(Joint position lists)
•••

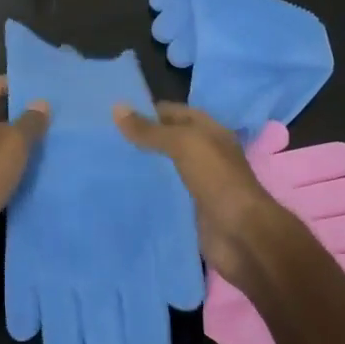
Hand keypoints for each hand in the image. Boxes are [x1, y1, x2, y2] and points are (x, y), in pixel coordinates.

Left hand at [0, 76, 49, 272]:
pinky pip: (1, 171)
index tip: (31, 87)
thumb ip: (28, 122)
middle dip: (19, 115)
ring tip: (52, 142)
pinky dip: (17, 170)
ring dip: (21, 144)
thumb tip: (40, 102)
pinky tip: (40, 173)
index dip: (4, 84)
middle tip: (50, 116)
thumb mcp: (12, 142)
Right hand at [113, 101, 294, 284]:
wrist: (242, 236)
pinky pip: (164, 196)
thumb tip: (117, 108)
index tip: (110, 115)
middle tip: (101, 140)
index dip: (144, 111)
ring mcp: (198, 184)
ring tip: (105, 164)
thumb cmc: (217, 180)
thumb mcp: (184, 145)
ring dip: (141, 168)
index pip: (172, 113)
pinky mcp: (190, 210)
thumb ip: (150, 130)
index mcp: (208, 132)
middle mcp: (204, 155)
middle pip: (166, 142)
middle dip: (139, 140)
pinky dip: (146, 194)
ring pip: (163, 170)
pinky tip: (121, 193)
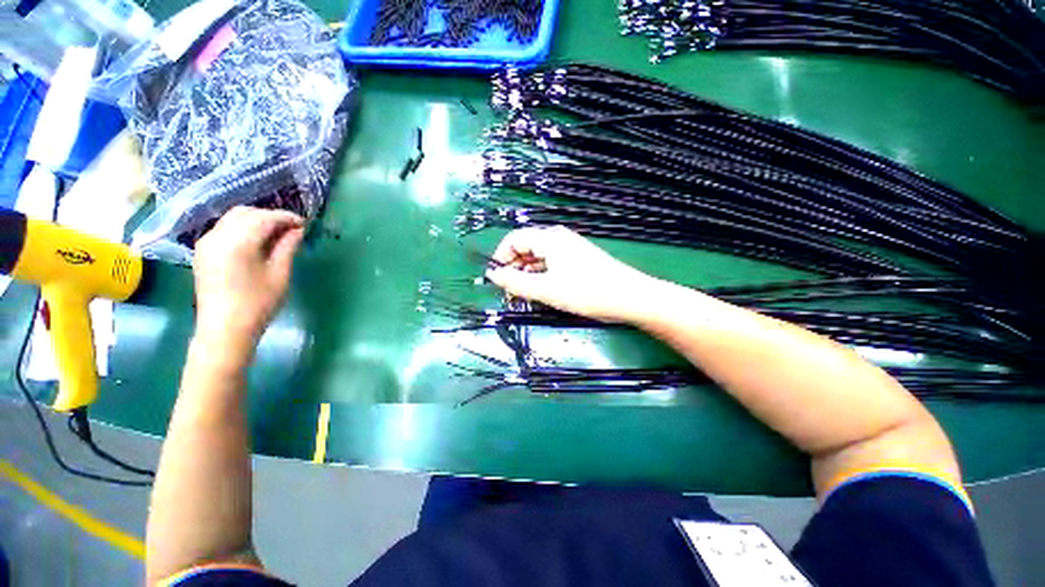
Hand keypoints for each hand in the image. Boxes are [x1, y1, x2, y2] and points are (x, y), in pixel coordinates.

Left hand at [192, 206, 304, 345]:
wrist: (225, 329)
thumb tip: (298, 230)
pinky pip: (224, 229)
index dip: (286, 217)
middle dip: (270, 216)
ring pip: (232, 219)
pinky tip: (257, 241)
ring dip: (256, 220)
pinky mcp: (203, 252)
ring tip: (277, 234)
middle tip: (292, 228)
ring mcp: (206, 243)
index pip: (263, 218)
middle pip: (245, 213)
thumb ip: (287, 247)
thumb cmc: (258, 303)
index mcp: (237, 243)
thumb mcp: (280, 274)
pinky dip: (243, 228)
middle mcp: (216, 236)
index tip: (304, 224)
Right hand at [486, 226, 661, 322]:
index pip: (514, 239)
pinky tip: (542, 291)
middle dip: (514, 268)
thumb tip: (493, 275)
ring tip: (524, 295)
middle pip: (526, 247)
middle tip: (510, 292)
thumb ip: (516, 283)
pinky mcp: (577, 260)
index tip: (497, 279)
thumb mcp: (545, 290)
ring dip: (527, 274)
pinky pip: (551, 264)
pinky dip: (542, 276)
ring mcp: (569, 249)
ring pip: (538, 257)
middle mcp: (557, 238)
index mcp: (548, 239)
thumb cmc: (585, 291)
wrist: (629, 297)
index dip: (501, 257)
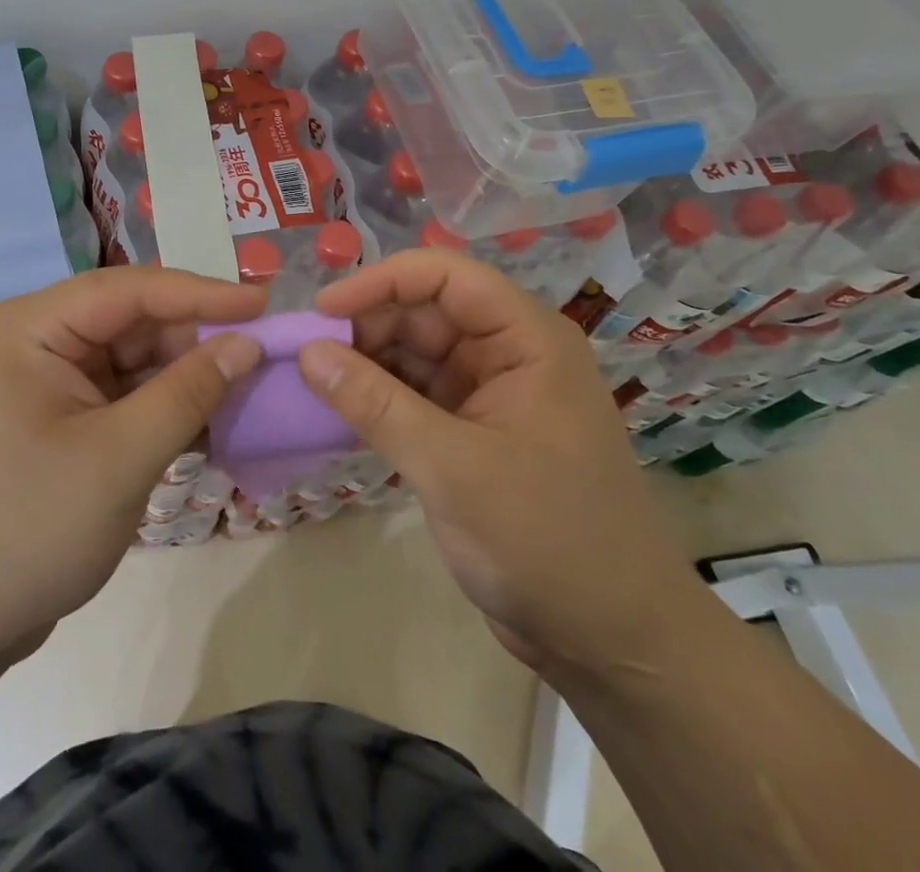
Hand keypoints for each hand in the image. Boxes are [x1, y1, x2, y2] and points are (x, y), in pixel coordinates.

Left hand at [0, 267, 265, 667]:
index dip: (201, 292)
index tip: (263, 303)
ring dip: (189, 376)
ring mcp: (52, 384)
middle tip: (268, 352)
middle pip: (135, 322)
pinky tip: (216, 423)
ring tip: (253, 387)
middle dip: (198, 338)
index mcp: (35, 328)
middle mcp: (41, 342)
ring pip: (137, 361)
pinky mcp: (65, 423)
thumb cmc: (25, 530)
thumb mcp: (118, 458)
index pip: (130, 290)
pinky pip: (127, 398)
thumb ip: (188, 394)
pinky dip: (169, 408)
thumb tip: (248, 344)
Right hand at [299, 249, 706, 675]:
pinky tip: (339, 410)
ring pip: (415, 353)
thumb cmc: (546, 540)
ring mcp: (491, 393)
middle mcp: (509, 353)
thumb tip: (307, 351)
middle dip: (366, 327)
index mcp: (527, 338)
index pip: (445, 276)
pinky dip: (378, 399)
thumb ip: (375, 404)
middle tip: (306, 357)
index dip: (381, 281)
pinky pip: (415, 394)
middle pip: (425, 311)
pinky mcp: (473, 432)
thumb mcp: (452, 467)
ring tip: (311, 383)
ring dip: (366, 364)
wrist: (612, 643)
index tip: (323, 310)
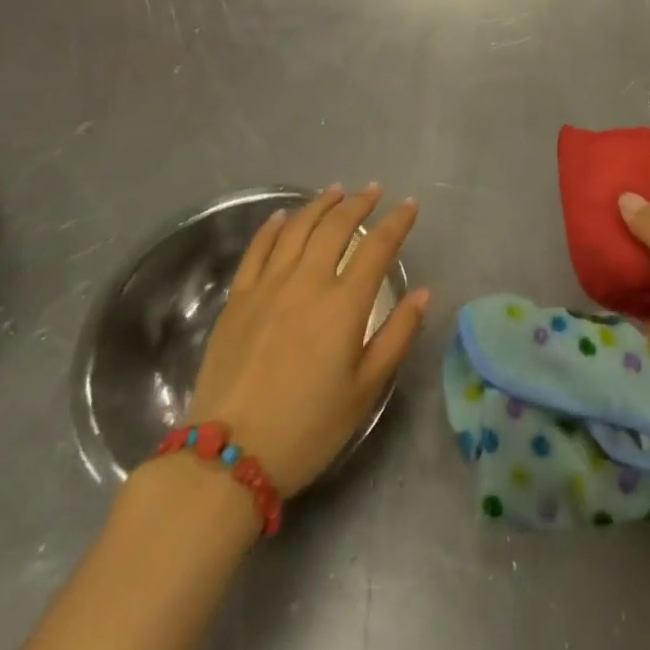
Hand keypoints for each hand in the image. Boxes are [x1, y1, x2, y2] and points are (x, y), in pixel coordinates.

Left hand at [185, 184, 429, 495]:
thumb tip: (422, 293)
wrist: (227, 458)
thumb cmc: (307, 428)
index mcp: (344, 305)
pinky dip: (273, 227)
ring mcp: (268, 287)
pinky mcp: (238, 299)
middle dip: (359, 203)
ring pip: (297, 228)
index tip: (410, 205)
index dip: (397, 222)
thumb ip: (397, 336)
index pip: (378, 247)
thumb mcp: (365, 391)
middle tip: (374, 191)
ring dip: (320, 205)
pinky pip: (257, 249)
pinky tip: (282, 217)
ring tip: (336, 192)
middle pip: (336, 227)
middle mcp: (307, 283)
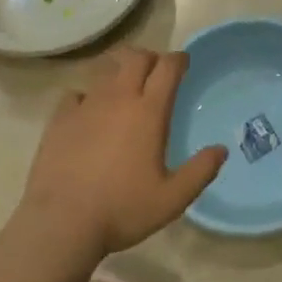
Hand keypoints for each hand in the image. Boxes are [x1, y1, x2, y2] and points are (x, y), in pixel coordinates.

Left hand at [22, 46, 226, 258]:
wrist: (60, 224)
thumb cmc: (121, 209)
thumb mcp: (171, 199)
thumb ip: (200, 172)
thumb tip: (221, 150)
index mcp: (148, 111)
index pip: (167, 67)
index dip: (178, 59)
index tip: (184, 63)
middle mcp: (118, 98)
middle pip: (135, 57)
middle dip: (149, 58)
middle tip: (155, 72)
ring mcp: (86, 105)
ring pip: (106, 71)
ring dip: (119, 72)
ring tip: (124, 89)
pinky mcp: (60, 119)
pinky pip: (76, 93)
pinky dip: (87, 96)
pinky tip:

•••

■ Work to complete:
Look through the entries above. Copy out every line holding the word "Left".

■ Completed exercise:
Left hand at [0, 76, 49, 272]:
Left hand at [192, 206, 304, 345]:
Left hand at [0, 267, 265, 667]:
Left hand at [185, 184, 429, 495]:
Left hand at [22, 46, 226, 258]:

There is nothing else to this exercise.